1 /**
2  * @file methods/kde/kde.hpp
3  * @author Roberto Hueso
4  *
5  * Kernel Density Estimation.
6  *
7  * mlpack is free software; you may redistribute it and/or modify it under the
8  * terms of the 3-clause BSD license.  You should have received a copy of the
9  * 3-clause BSD license along with mlpack.  If not, see
10  * http://www.opensource.org/licenses/BSD-3-Clause for more information.
11  */
12 
13 #ifndef MLPACK_METHODS_KDE_KDE_HPP
14 #define MLPACK_METHODS_KDE_KDE_HPP
15 
16 #include <mlpack/prereqs.hpp>
17 #include <mlpack/core/tree/binary_space_tree.hpp>
18 
19 #include "kde_stat.hpp"
20 
21 namespace mlpack {
22 namespace kde /** Kernel Density Estimation. */ {
23 
24 //! KDEMode represents the ways in which KDE algorithm can be executed.
25 enum KDEMode
26 {
27   DUAL_TREE_MODE,
28   SINGLE_TREE_MODE
29 };
30 
31 //! KDEDefaultParams contains the default input parameter values for KDE.
32 struct KDEDefaultParams
33 {
34   //! Relative error tolerance.
35   static constexpr double relError = 0.05;
36 
37   //! Absolute error tolerance.
38   static constexpr double absError = 0;
39 
40   //! KDE algorithm mode.
41   static constexpr KDEMode mode = KDEMode::DUAL_TREE_MODE;
42 
43   //! Whether to use Monte Carlo estimations when possible.
44   static constexpr bool monteCarlo = false;
45 
46   //! Probability of a Monte Carlo estimation to be bounded by the relative
47   //! error tolerance.
48   static constexpr double mcProb = 0.95;
49 
50   //! Initial sample size for Monte Carlo estimations.
51   static constexpr size_t initialSampleSize = 100;
52 
53   //! Monte Carlo entry coefficient.
54   static constexpr double mcEntryCoef = 3;
55 
56   //! Monte Carlo break coefficient.
57   static constexpr double mcBreakCoef = 0.4;
58 };
59 
60 /**
61  * The KDE class is a template class for performing Kernel Density Estimations.
62  * In statistics, kernel density estimation is a way to estimate the
63  * probability density function of a variable in a non parametric way.
64  * This implementation performs this estimation using a tree-independent
65  * dual-tree algorithm. Details about this algorithm are available in KDERules.
66  *
67  * @tparam KernelType Kernel function to use for KDE calculations.
68  * @tparam MetricType Metric to use for KDE calculations.
69  * @tparam MatType Type of data to use.
70  * @tparam TreeType Type of tree to use; must satisfy the TreeType policy API.
71  * @tparam DualTreeTraversalType Type of dual-tree traversal to use.

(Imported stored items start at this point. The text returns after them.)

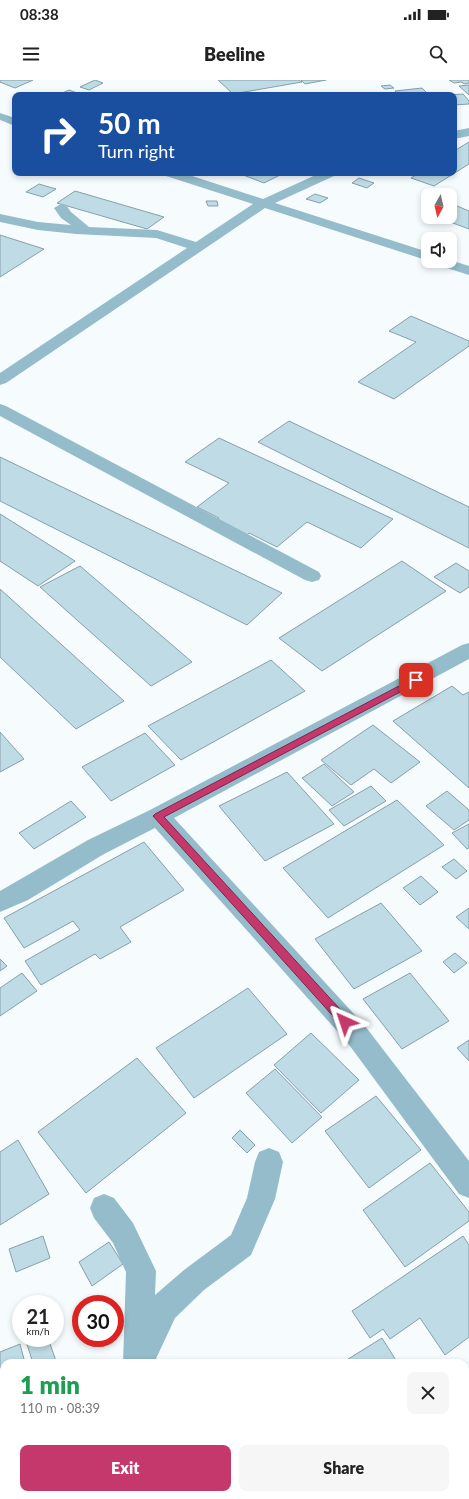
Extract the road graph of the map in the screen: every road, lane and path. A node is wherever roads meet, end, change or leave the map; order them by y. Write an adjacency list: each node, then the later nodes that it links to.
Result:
1 (0, 116): 2 (street)
2 (12, 121)
3 (469, 132): 4 (street)
4 (457, 134)
5 (179, 176): 7 (street)
6 (323, 176): 7 (street)
7 (262, 204): 12 (street); 15 (street)
8 (61, 208): 10 (street)
9 (0, 218): 10 (street)
10 (86, 231): 11 (street)
11 (194, 246)
12 (421, 255)
13 (457, 267): 14 (street)
14 (469, 271)
15 (0, 380)
16 (0, 409): 17 (street)
17 (312, 576)
18 (469, 650): 19 (street)
19 (158, 816): 20 (street); 22 (street)
20 (0, 902)
21 (269, 1162): 25 (street)
22 (469, 1184)
23 (104, 1208): 24 (street)
24 (137, 1359)
25 (139, 1359)

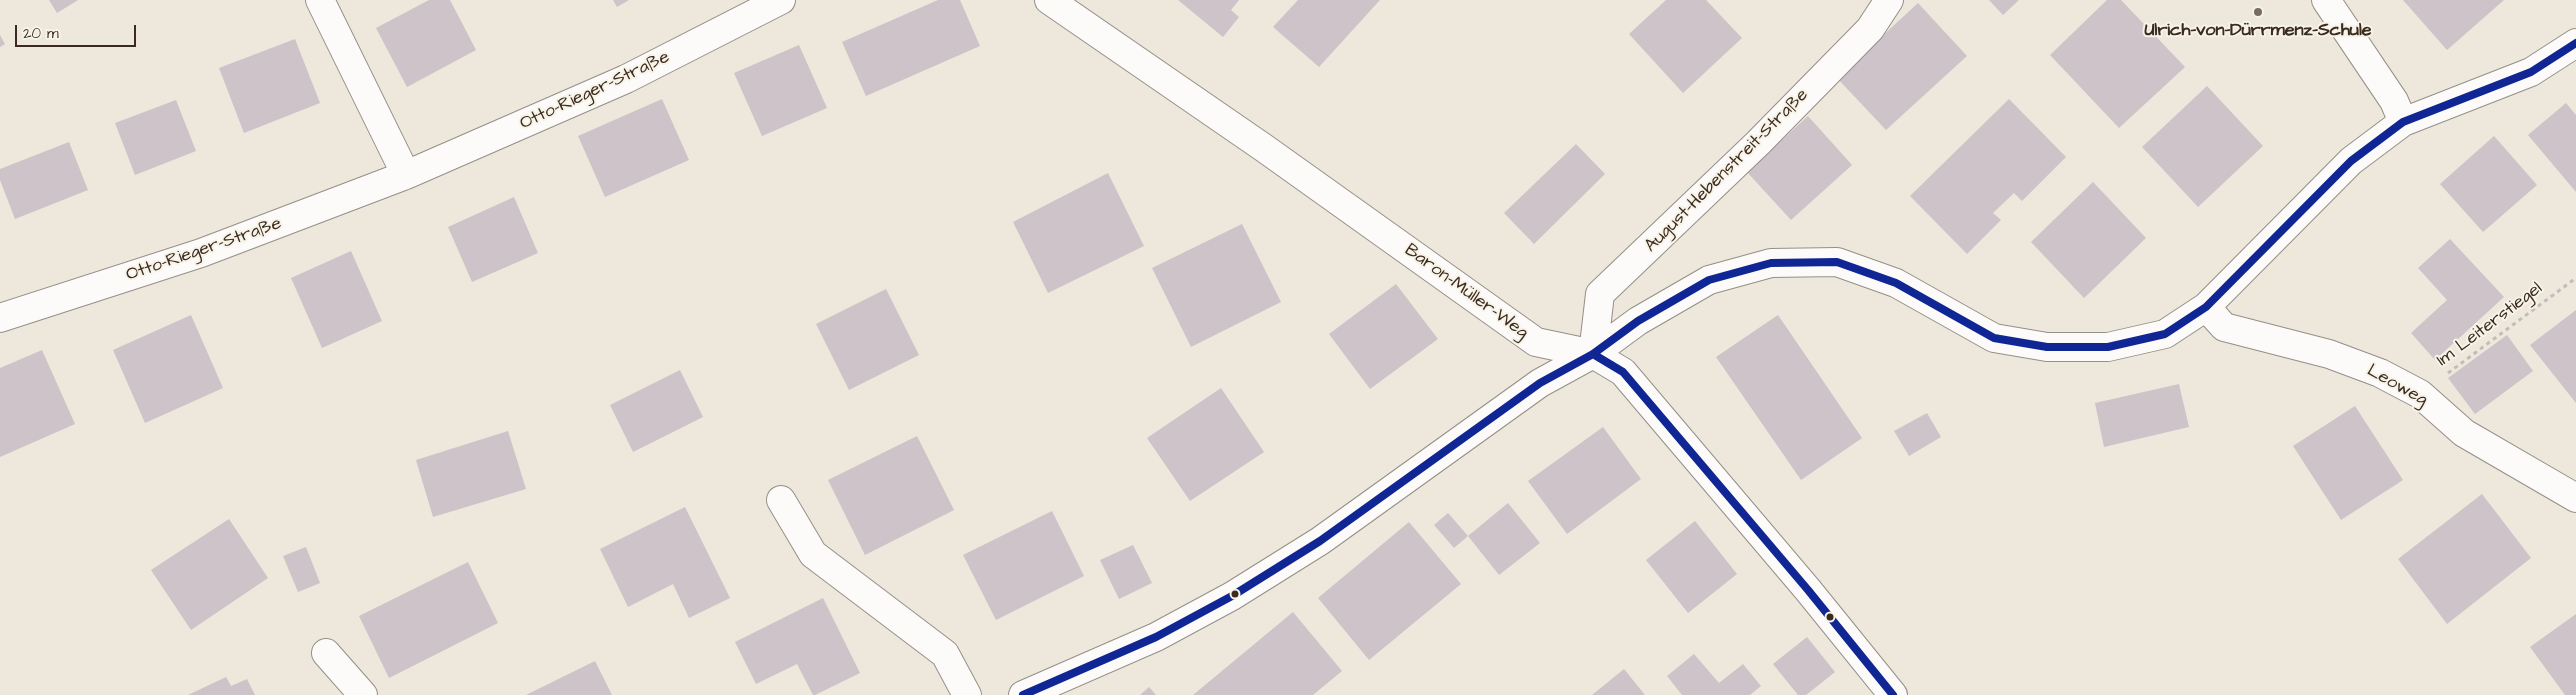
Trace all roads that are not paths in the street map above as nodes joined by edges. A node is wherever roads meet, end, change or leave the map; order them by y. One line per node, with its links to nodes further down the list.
1 (320, 0): 8 (street)
2 (781, 0): 8 (street, Otto-Rieger-Straße)
3 (1049, 0): 11 (street, Baron-Müller-Weg)
4 (1889, 0): 11 (street, August-Hebenstreit-Straße)
5 (2326, 0): 7 (street)
6 (2576, 43): 7 (street)
7 (2403, 122): 9 (street)
8 (406, 176): 10 (street, Otto-Rieger-Straße)
9 (2206, 307): 11 (street); 12 (street, Leoweg)
10 (0, 318)
11 (1592, 354): 17 (street); 18 (street, Baron-Müller-Weg)
12 (2576, 498)
13 (781, 500): 16 (street)
14 (326, 653): 15 (street)
15 (363, 695)
16 (967, 695)
17 (1023, 695)
18 (1893, 695)

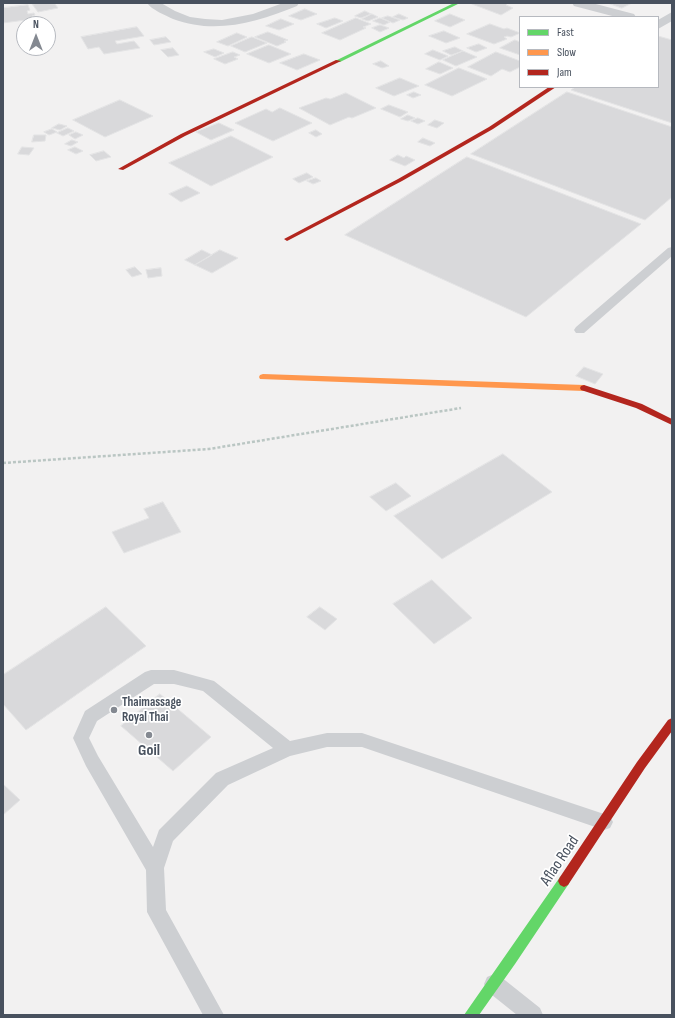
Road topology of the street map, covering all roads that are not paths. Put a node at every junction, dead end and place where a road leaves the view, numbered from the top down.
1 (153, 3) edge
2 (293, 3) edge
3 (458, 3) edge
4 (578, 3) edge
5 (626, 16) edge
6 (672, 16) edge
7 (659, 24) edge
8 (551, 88) edge
9 (121, 169) dead end
10 (288, 239) dead end
11 (672, 250) edge
12 (580, 330) dead end
13 (263, 377) dead end
14 (672, 422) edge
15 (672, 723) edge
16 (287, 749) junction
17 (604, 822) junction
18 (155, 868) junction
19 (494, 984) junction
20 (214, 1015) edge
21 (471, 1015) edge
22 (534, 1015) edge

1 - 2 street
3 - 9 main road
4 - 5 street
6 - 7 street
8 - 10 main road
11 - 12 lane
13 - 14 main road
15 - 17 main road, Aflao Road
16 - 17 lane
16 - 18 lane
16 - 18 lane
17 - 19 main road, Aflao Road
18 - 20 lane
19 - 21 main road, Aflao Road
19 - 22 lane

72  * @tparam SingleTreeTraversalType Type of single-tree traversal to use.
73  */
74 template<typename KernelType = kernel::GaussianKernel,
75          typename MetricType = mlpack::metric::EuclideanDistance,
76          typename MatType = arma::mat,
77          template<typename TreeMetricType,
78                   typename TreeStatType,
79                   typename TreeMatType> class TreeType = tree::KDTree,
80          template<typename RuleType> class DualTreeTraversalType =
81              TreeType<MetricType,
82                       kde::KDEStat,
83                       MatType>::template DualTreeTraverser,
84          template<typename RuleType> class SingleTreeTraversalType =
85              TreeType<MetricType,
86                       kde::KDEStat,
87                       MatType>::template SingleTreeTraverser>
88 class KDE
89 {
90  public:
91   //! Convenience typedef.
92   typedef TreeType<MetricType, kde::KDEStat, MatType> Tree;
93 
94   /**
95    * Initialize KDE object using custom instantiated Metric and Kernel objects.
96    *
97    * @param relError Relative error tolerance of the model.
98    * @param absError Absolute error tolerance of the model.

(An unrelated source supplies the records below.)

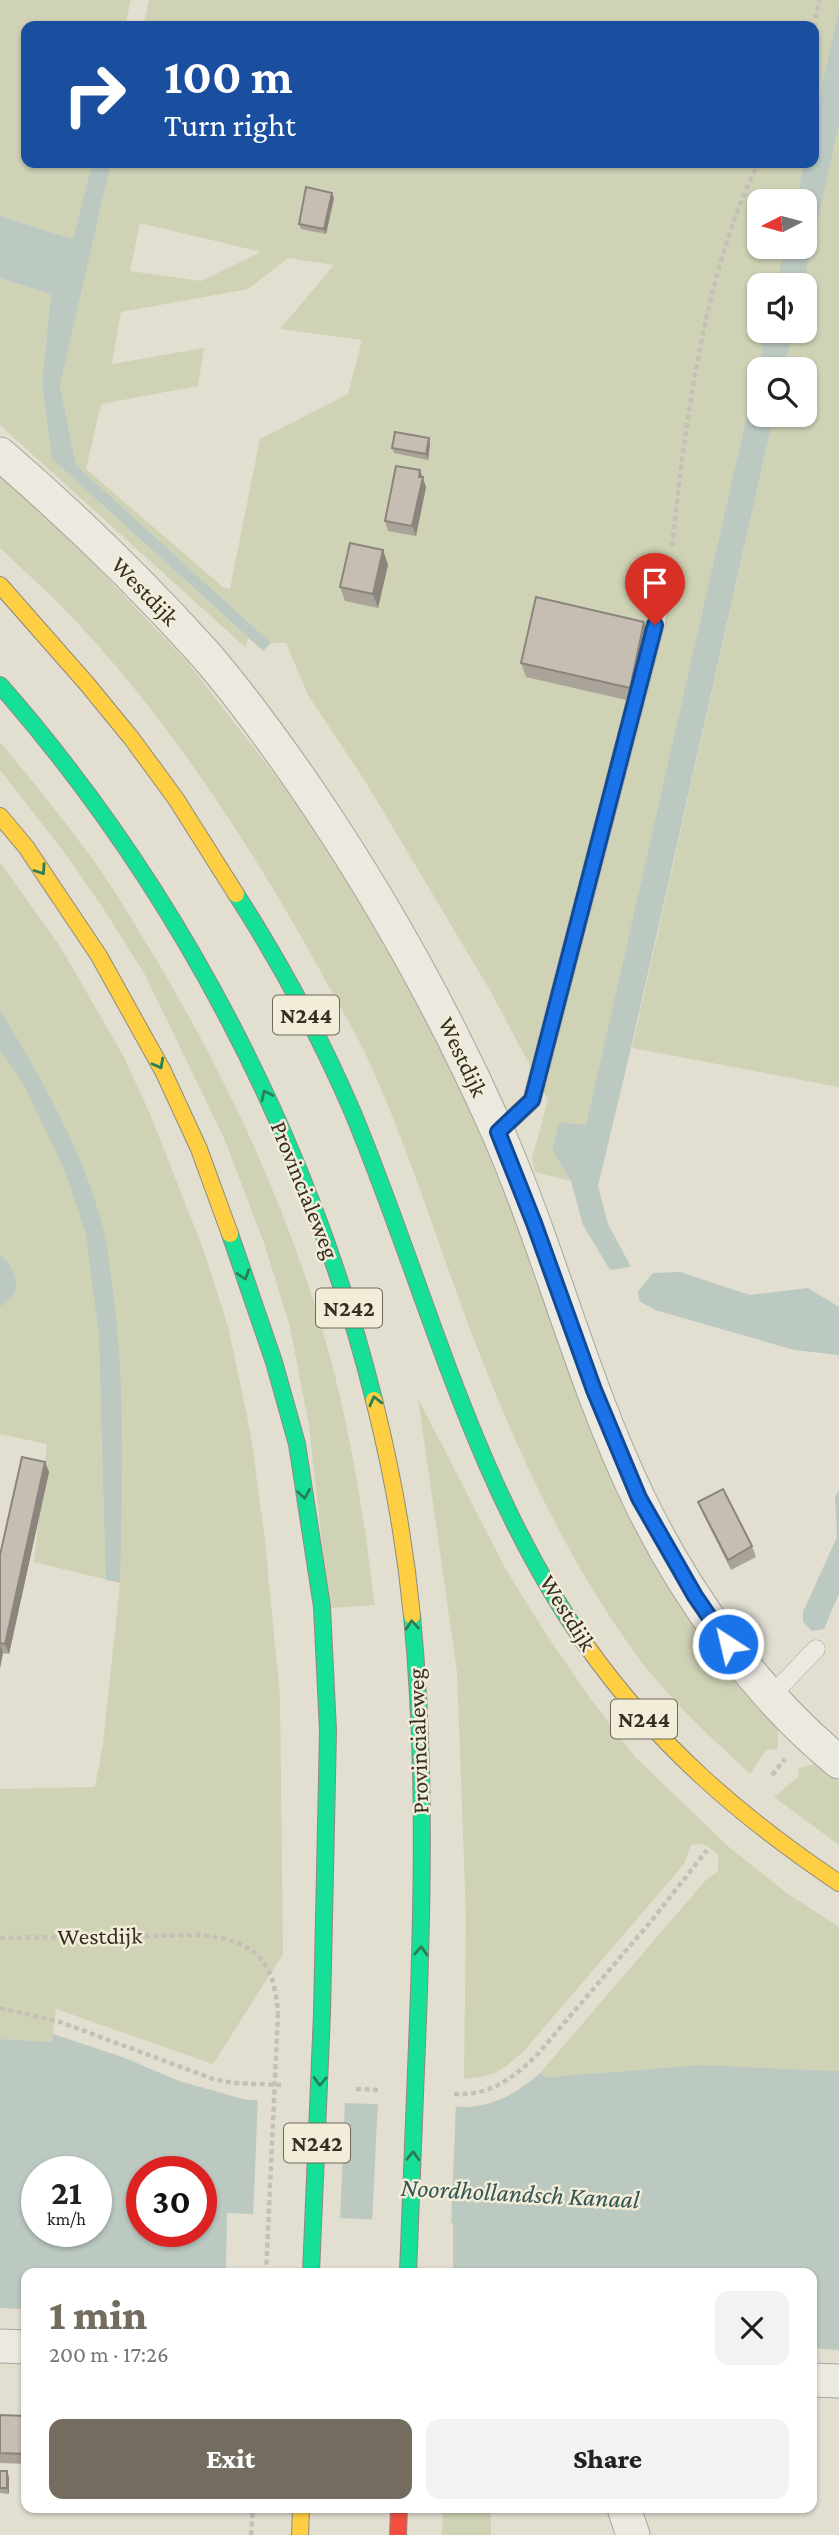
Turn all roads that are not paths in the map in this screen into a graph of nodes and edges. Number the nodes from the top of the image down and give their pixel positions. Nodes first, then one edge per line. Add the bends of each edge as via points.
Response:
1 (0, 454) edge
2 (669, 572) road end
3 (0, 585) edge
4 (0, 685) edge
5 (0, 816) edge
6 (498, 1132) junction
7 (816, 1649) dead end
8 (770, 1698) junction
9 (839, 1762) edge
10 (839, 1883) edge
11 (311, 2268) edge
12 (408, 2268) edge
13 (0, 2346) edge
14 (21, 2347) edge
15 (817, 2380) edge
16 (839, 2381) edge
17 (301, 2513) edge
18 (399, 2513) edge
19 (626, 2513) edge
20 (300, 2535) edge
21 (398, 2535) edge
22 (633, 2535) edge

1 - 6 street, Westdijk via 122,567 205,654 257,720 384,906 447,1023
2 - 6 lane via 532,1100
3 - 10 main road, Westdijk / N244 via 144,753 289,981 370,1154 489,1467 577,1633 666,1743 776,1839
12 -> 4 main road, Provincialeweg / N242, bridge via 422,1919 421,1760 410,1602 388,1456 368,1370 305,1184 267,1094 209,985 163,905 99,810
5 -> 11 main road, N242, bridge via 99,956 163,1071 199,1149 234,1244 297,1444 322,1607 328,1731
6 - 8 street, Westdijk via 639,1498 695,1596
7 - 8 lane
8 - 9 street, Westdijk
13 - 14 street
15 - 16 street
17 - 20 main road
18 - 21 main road
19 - 22 street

99    * @param kernel Instantiated kernel object.
100    * @param mode Mode for the algorithm.
101    * @param metric Instantiated metric object.

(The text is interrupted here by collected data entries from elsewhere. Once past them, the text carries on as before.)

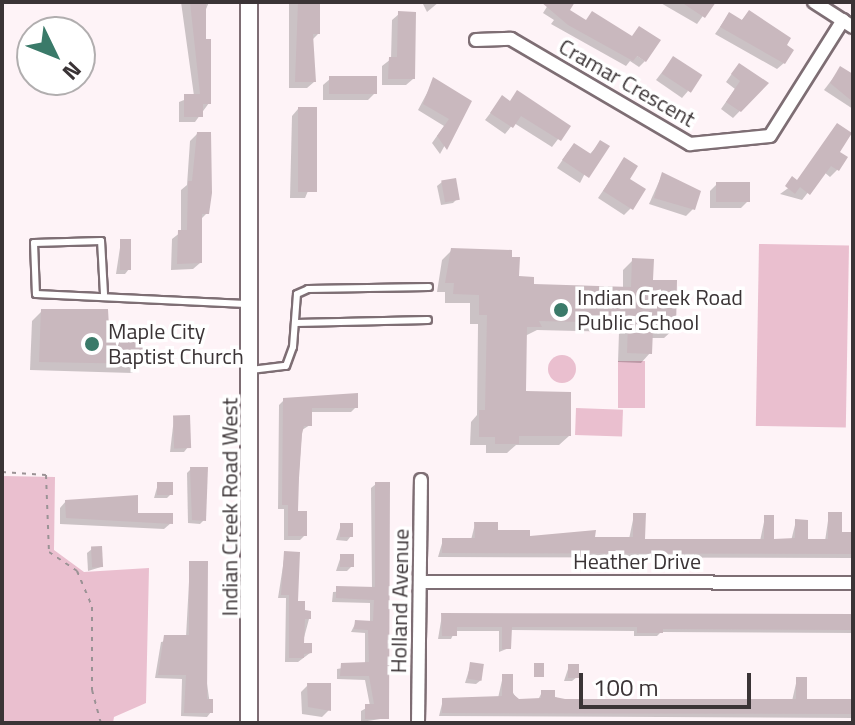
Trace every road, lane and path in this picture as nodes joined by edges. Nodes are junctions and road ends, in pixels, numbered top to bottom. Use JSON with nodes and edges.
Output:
{"nodes":[{"id":1,"x":249,"y":2,"type":"edge"},
{"id":2,"x":814,"y":2,"type":"edge"},
{"id":3,"x":848,"y":24,"type":"edge"},
{"id":4,"x":476,"y":40,"type":"dead end"},
{"id":5,"x":429,"y":287,"type":"dead end"},
{"id":6,"x":104,"y":294,"type":"junction"},
{"id":7,"x":250,"y":304,"type":"junction"},
{"id":8,"x":428,"y":320,"type":"dead end"},
{"id":9,"x":296,"y":323,"type":"junction"},
{"id":10,"x":251,"y":370,"type":"junction"},
{"id":11,"x":2,"y":472,"type":"edge"},
{"id":12,"x":421,"y":480,"type":"dead end"},
{"id":13,"x":420,"y":582,"type":"junction"},
{"id":14,"x":853,"y":583,"type":"edge"},
{"id":15,"x":101,"y":723,"type":"edge"},
{"id":16,"x":249,"y":723,"type":"edge"},
{"id":17,"x":418,"y":723,"type":"edge"}],
"edges":[{"from":1,"to":7,"type":"street","name":"Indian Creek Road West"},
{"from":2,"to":3,"type":"street"},
{"from":3,"to":4,"type":"street","name":"Cramar Crescent"},
{"from":5,"to":9,"type":"lane"},
{"from":6,"to":6,"type":"lane"},
{"from":6,"to":7,"type":"lane"},
{"from":7,"to":10,"type":"street","name":"Indian Creek Road West"},
{"from":8,"to":9,"type":"lane"},
{"from":9,"to":10,"type":"lane"},
{"from":10,"to":16,"type":"street","name":"Indian Creek Road West"},
{"from":11,"to":15,"type":"path"},
{"from":12,"to":13,"type":"street","name":"Holland Avenue"},
{"from":13,"to":14,"type":"street","name":"Heather Drive"},
{"from":13,"to":17,"type":"street","name":"Holland Avenue"}]}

102    * @param monteCarlo Whether to use Monte Carlo estimations when possible.
103    * @param mcProb Probability of a Monte Carlo estimation to be bounded by
104    *               relative error tolerance.
105    * @param initialSampleSize Initial sample size for Monte Carlo estimations.
106    * @param mcEntryCoef Coefficient to control how much larger does the amount
107    *                    of node descendants has to be compared to the initial
108    *                    sample size in order for it to be a candidate for Monte
109    *                    Carlo estimations.
110    * @param mcBreakCoef Coefficient to control what fraction of the node's
111    *                    descendants evaluated is the limit before Monte Carlo
112    *                    estimation recurses.
113    */
114   KDE(const double relError = KDEDefaultParams::relError,
115       const double absError = KDEDefaultParams::absError,
116       KernelType kernel = KernelType(),
117       const KDEMode mode = KDEDefaultParams::mode,
118       MetricType metric = MetricType(),
119       const bool monteCarlo = KDEDefaultParams::monteCarlo,
120       const double mcProb = KDEDefaultParams::mcProb,
121       const size_t initialSampleSize = KDEDefaultParams::initialSampleSize,
122       const double mcEntryCoef = KDEDefaultParams::mcEntryCoef,
123       const double mcBreakCoef = KDEDefaultParams::mcBreakCoef);
124 
125   /**
126    * Construct KDE object as a copy of the given model. This may be
127    * computationally intensive!
128    *
129    * @param other KDE object to copy.
130    */
131   KDE(const KDE& other);
132 
133   /**
134    * Construct KDE object taking ownership of the given model.
135    *
136    * @param other KDE object to take ownership of.
137    */
138   KDE(KDE&& other);
139 
140   /**
141    * Copy a KDE model.
142    *
143    * Use std::move if the object to copy is no longer needed.
144    *
145    * @param other KDE model to copy.
146    */
147   KDE& operator=(KDE other);
148 
149   /**
150    * Destroy the KDE object. If this object created any trees, they will be
151    * deleted. If you created the trees then you have to delete them yourself.
152    */
153   ~KDE();
154 
155   /**
156    * Trains the KDE model. It builds a tree using a reference set.
157    *
158    * Use std::move if the reference set is no longer needed.
159    *
160    * @param referenceSet Set of reference data.
161    */
162   void Train(MatType referenceSet);
163 
164   /**
165    * Trains the KDE model. Sets the reference tree to an already created tree.
166    *
167    * - If TreeTraits<TreeType>::RearrangesDataset is false then it is possible
168    *   to use an empty oldFromNewReferences vector.
169    *
170    * @param referenceTree Built reference tree.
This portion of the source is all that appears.